[Pose estimation data]
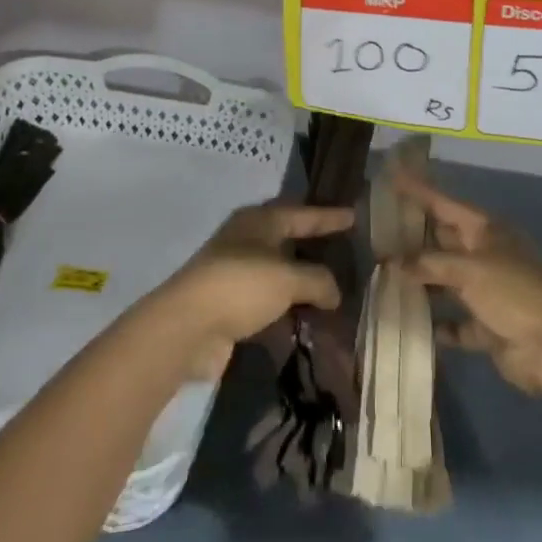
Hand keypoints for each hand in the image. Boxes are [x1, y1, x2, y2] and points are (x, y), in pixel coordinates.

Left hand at [153, 203, 351, 378]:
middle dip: (314, 247)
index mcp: (259, 222)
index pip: (302, 213)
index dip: (329, 216)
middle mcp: (246, 241)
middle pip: (288, 240)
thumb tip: (335, 293)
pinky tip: (309, 321)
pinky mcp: (231, 306)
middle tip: (344, 250)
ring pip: (279, 274)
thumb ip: (319, 281)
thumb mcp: (288, 278)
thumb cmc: (241, 286)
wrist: (187, 327)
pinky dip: (288, 310)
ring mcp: (236, 274)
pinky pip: (269, 303)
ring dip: (303, 284)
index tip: (353, 215)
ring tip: (335, 292)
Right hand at [396, 169, 541, 394]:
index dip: (419, 190)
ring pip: (446, 281)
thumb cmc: (514, 294)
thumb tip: (394, 262)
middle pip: (444, 241)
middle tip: (377, 231)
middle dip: (414, 238)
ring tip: (383, 276)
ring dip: (421, 281)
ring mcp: (489, 292)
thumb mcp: (470, 269)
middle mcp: (487, 256)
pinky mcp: (489, 326)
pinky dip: (437, 323)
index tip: (393, 176)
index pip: (446, 204)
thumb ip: (429, 264)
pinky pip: (456, 322)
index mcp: (488, 231)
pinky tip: (409, 321)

WHAT IS EXPECTED
What you give back should be only the lines of the records above, starting at the line with "thumb cmc: (514, 294)" and ending at the line with "thumb ip: (429, 264)", restated word for word.

TASK OUTPUT
thumb cmc: (514, 294)
thumb tip: (394, 262)
middle pip: (444, 241)
middle tip: (377, 231)
middle dip: (414, 238)
ring tip: (383, 276)
ring dip: (421, 281)
ring mcp: (489, 292)
thumb mcp: (470, 269)
middle mcp: (487, 256)
pinky mcp: (489, 326)
pinky dip: (437, 323)
index tip: (393, 176)
index pip: (446, 204)
thumb ip: (429, 264)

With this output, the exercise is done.